Increasing bacterial resistance to commonly used oral antibiotics has increased the necessity of carefully reviewing culture susceptibility results. The resistance of commonly encountered UTI pathogens occurs not only in the inpatient setting but in outpatients as well. E. Coli and Klebsiella species are now becoming resistant via extended-spectrum beta-lactamase (ESBL) positive or Amp C producers. There are some exceptions, but these resistance mechanisms lead to in vivo clinical failures with all penicillins, cephalosporins, and monobactams. Carbapenems are typically the drug class of choice in these multi-drug resistant pathogens.

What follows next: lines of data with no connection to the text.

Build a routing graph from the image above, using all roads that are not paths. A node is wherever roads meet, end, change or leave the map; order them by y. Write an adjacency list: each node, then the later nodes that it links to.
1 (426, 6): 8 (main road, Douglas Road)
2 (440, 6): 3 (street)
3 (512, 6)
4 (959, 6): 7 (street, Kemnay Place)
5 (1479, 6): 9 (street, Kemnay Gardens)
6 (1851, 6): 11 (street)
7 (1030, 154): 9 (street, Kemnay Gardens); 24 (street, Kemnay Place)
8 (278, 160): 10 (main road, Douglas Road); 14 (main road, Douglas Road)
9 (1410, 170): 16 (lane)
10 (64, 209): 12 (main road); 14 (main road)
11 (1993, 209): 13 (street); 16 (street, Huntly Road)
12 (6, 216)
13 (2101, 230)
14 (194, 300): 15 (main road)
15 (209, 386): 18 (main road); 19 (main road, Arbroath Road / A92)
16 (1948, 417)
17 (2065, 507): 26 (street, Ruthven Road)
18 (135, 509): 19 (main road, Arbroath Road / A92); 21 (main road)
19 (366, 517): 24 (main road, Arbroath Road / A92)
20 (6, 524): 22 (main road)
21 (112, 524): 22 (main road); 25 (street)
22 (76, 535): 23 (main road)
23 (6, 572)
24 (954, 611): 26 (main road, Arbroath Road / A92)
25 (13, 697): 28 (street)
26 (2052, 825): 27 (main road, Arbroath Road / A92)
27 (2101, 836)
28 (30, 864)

Local antibiogram data should be reviewed to determine the best empiric therapy options for UTIs. This requires determining the best option for organisms such as E. Coli, Klebsiella species, and Proteus species. Preferably the susceptibility for a given organism should be 80% to 90% or higher from recent, local urine susceptibility data. Empiric therapy should also be determined by an individual's allergies and any recent urinary cultures from the individual in case any multi-drug resistant organisms need to be covered.

Once an individual's culture susceptibility results are known, therapy should be modified to ensure an antibiotic with the narrowest spectrum to cover the organism(s) being treated is used while still obtaining appropriate penetration in the bladder and kidneys as necessary. If the patient also has a bloodstream infection due to the same organism as the UTI, a bactericidal antibiotic is preferred. It should have at least 90% oral bioavailability if an oral antibiotic is an appropriate option for both sites of infection. Any antibiotics requiring renal dosing should be evaluated based on the individual's creatinine clearance or estimated glomerular filtration rate. Once the antibiotic has been de-escalated appropriately, one additional step should be taken to ensure antimicrobial stewardship practices are implemented.

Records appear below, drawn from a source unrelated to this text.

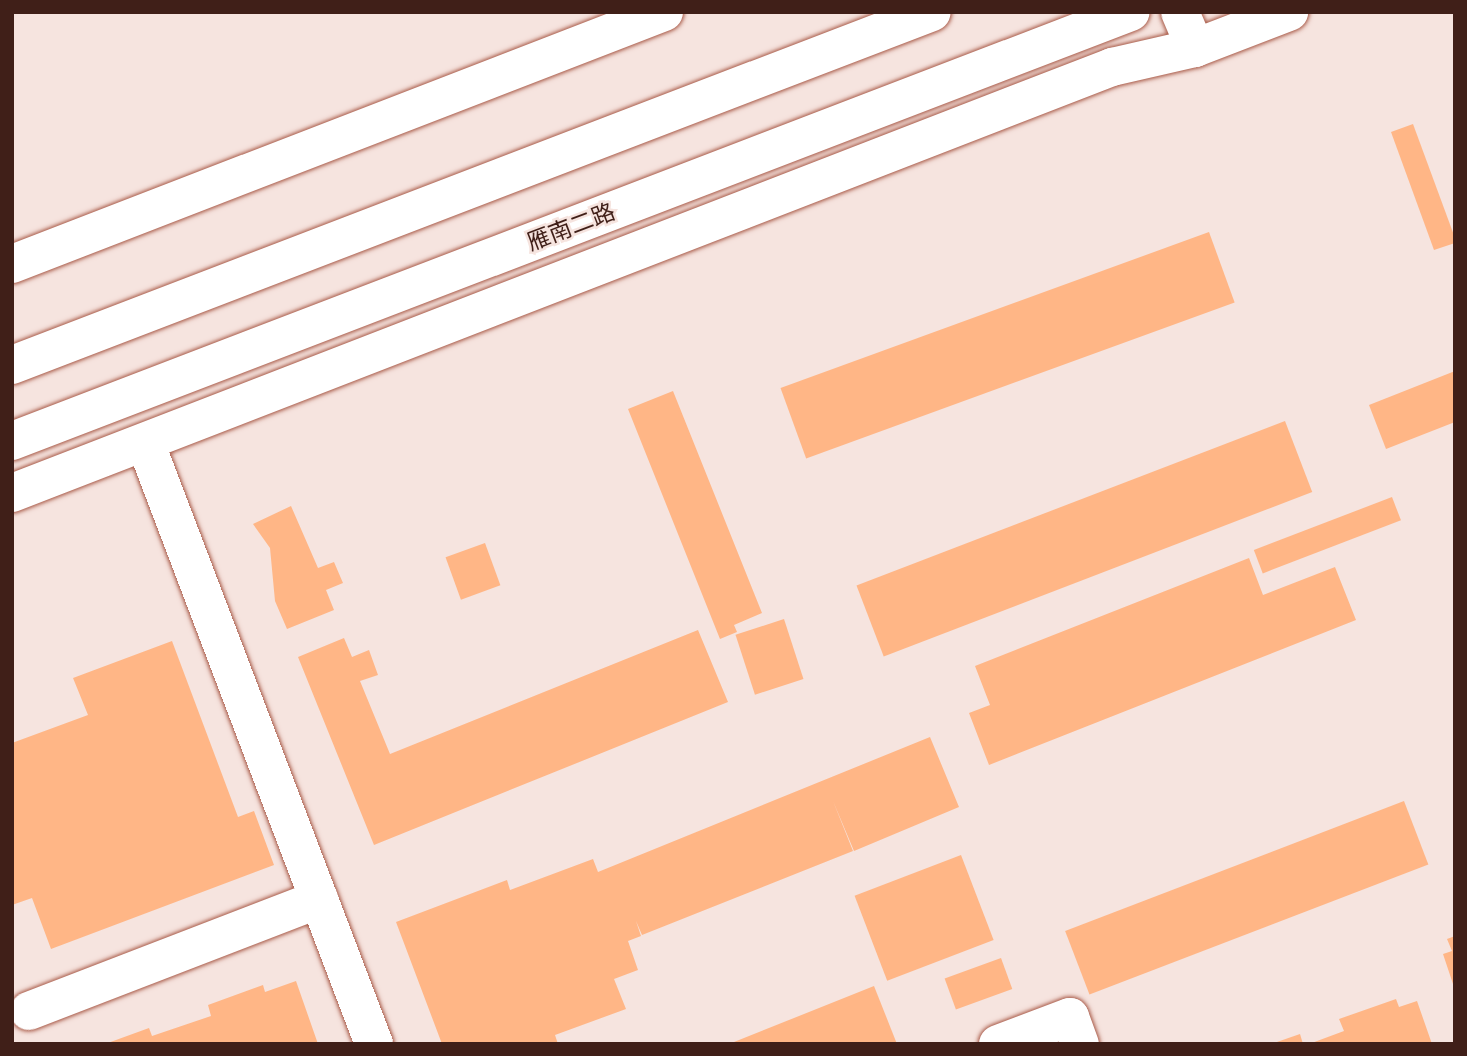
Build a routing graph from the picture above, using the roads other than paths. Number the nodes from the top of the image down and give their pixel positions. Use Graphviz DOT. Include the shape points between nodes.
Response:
graph roads {
  1 [pos="664,12"];
  2 [pos="932,12"];
  3 [pos="1130,12"];
  4 [pos="1180,12"];
  5 [pos="1289,12"];
  6 [pos="1227,23"];
  7 [pos="1195,48"];
  8 [pos="12,264"];
  9 [pos="12,365"];
  10 [pos="12,441"];
  11 [pos="145,442"];
  12 [pos="12,493"];
  13 [pos="319,899"];
  14 [pos="29,1012"];
  15 [pos="374,1044"];
  16 [pos="998,1044"];
  17 [pos="1080,1044"];
  1 -- 8 [label="main road"];
  2 -- 9 [label="main road"];
  3 -- 10 [label="main road, 雁南二路"];
  4 -- 7 [label="main road"];
  5 -- 6 [label="main road"];
  6 -- 7 [label="main road"];
  7 -- 11 [label="main road" via="1112,67"];
  11 -- 12 [label="main road"];
  11 -- 13 [label="main road"];
  13 -- 14 [label="main road"];
  13 -- 15 [label="main road"];
  16 -- 17 [label="main road" via="1070,1017"];
}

Healthcare providers should ensure that the duration of therapy is sufficient to eradicate the pathogen(s) but not excessively long to cause adverse events or resistance. Uncomplicated cystitis patients are typically treated from 3 to 7 days depending on the antibiotic chosen. In uncomplicated pyelonephritis, therapy ranges from 5 to 14 days based on the antibiotic therapy. In complicated cystitis and pyelonephritis, treatment can last as long as 7 to 14 days, depending on the individual circumstance. Of note, more studies continue to evaluate the shorter length of therapy for urinary infections.

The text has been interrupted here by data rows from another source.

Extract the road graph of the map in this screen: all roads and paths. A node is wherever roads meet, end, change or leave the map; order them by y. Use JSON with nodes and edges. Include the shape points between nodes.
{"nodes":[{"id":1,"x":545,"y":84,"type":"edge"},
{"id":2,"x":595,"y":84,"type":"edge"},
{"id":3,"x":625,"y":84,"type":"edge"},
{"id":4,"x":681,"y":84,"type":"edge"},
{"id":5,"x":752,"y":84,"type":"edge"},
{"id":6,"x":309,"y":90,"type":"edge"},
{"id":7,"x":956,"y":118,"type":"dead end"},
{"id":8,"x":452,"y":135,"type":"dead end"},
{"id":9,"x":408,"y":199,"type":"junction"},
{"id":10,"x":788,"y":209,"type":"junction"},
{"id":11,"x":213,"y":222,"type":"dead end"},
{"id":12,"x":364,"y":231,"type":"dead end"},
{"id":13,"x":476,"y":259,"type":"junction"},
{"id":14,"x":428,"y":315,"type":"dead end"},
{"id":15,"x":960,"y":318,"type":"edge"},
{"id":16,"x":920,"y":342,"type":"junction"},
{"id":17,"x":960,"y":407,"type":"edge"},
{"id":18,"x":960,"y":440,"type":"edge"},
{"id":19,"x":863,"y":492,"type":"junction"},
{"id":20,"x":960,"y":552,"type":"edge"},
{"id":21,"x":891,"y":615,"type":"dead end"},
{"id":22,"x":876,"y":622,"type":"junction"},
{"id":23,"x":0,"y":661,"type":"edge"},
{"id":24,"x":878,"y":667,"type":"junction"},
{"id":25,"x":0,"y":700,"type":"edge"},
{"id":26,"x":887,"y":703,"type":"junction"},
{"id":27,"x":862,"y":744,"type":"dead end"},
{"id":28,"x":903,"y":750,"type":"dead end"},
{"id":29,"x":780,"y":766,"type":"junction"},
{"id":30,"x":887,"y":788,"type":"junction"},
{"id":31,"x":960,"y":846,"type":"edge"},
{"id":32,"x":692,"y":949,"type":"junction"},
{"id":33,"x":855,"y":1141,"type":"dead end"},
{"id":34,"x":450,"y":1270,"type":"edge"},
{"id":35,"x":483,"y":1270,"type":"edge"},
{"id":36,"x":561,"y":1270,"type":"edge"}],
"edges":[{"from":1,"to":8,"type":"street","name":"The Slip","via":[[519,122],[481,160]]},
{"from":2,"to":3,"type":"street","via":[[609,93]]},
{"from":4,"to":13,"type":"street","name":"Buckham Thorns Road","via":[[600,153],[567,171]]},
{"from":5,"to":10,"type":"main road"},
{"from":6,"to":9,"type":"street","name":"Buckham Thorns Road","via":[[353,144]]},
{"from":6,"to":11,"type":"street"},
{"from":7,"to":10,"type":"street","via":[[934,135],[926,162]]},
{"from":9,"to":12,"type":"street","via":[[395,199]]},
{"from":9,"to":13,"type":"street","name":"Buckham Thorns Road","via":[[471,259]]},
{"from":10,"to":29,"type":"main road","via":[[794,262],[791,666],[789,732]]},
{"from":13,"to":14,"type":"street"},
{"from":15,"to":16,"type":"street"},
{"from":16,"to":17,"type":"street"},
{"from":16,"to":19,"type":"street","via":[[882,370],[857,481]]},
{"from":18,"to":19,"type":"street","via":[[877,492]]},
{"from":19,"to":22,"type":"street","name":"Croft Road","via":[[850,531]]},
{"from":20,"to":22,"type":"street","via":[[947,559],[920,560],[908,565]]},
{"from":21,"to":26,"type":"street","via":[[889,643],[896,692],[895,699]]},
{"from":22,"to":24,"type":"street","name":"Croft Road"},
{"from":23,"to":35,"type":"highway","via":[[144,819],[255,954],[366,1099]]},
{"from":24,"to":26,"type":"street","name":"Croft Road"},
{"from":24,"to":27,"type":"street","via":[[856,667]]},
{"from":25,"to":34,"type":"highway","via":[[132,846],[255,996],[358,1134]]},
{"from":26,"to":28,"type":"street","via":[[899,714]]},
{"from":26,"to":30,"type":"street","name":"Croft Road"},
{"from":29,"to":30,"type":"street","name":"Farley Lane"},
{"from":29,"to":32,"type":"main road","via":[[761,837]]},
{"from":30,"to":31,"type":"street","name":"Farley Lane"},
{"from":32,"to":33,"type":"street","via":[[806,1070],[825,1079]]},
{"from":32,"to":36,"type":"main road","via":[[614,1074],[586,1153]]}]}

Some women with recurrent UTIs that have been treated for asymptomatic bacteriuria have been found to have higher rates of symptomatic UTIs as well as a higher prevalence of antibiotic-resistant bacteria.

For most patients presenting with UTIs, the prognosis is good unless the individual develops severe sepsis. In severely septic patients, choosing the best antibiotic based on local susceptibility data from the antibiogram, the clinical history, and the individual patient's characteristics is vital to successful outcomes since the risk of mortality increases every hour without the correct antibiotic therapy. Avoiding unnecessary treatment is also vital to successful outcomes.

Pearls and Other Issues

There a myriad of issues to consider when assessing and treating a patient with a possible UTI. Not every individual with a chronic catheter or older adult with confusion will have a UTI upon presentation to the emergency room or hospital. Healthcare providers should be diligent to collect a thorough history and physical before collecting urine specimens. If an individual has a catheter urine sample collected and a UTI is questionable, the provider should determine if the sample was appropriately collected before initiating or completing a full course of therapy. Ideally, a chronic indwelling catheter should be removed or exchanged before UA and urine culture collection when possible.

Proper management of bacteriuria and urinary tract infections is necessary not only for patient care but also to minimize the spread of highly antibiotic-resistant organisms. Avoiding unnecessary treatment of asymptomatic bacteria (except in pregnancy) is a good first step.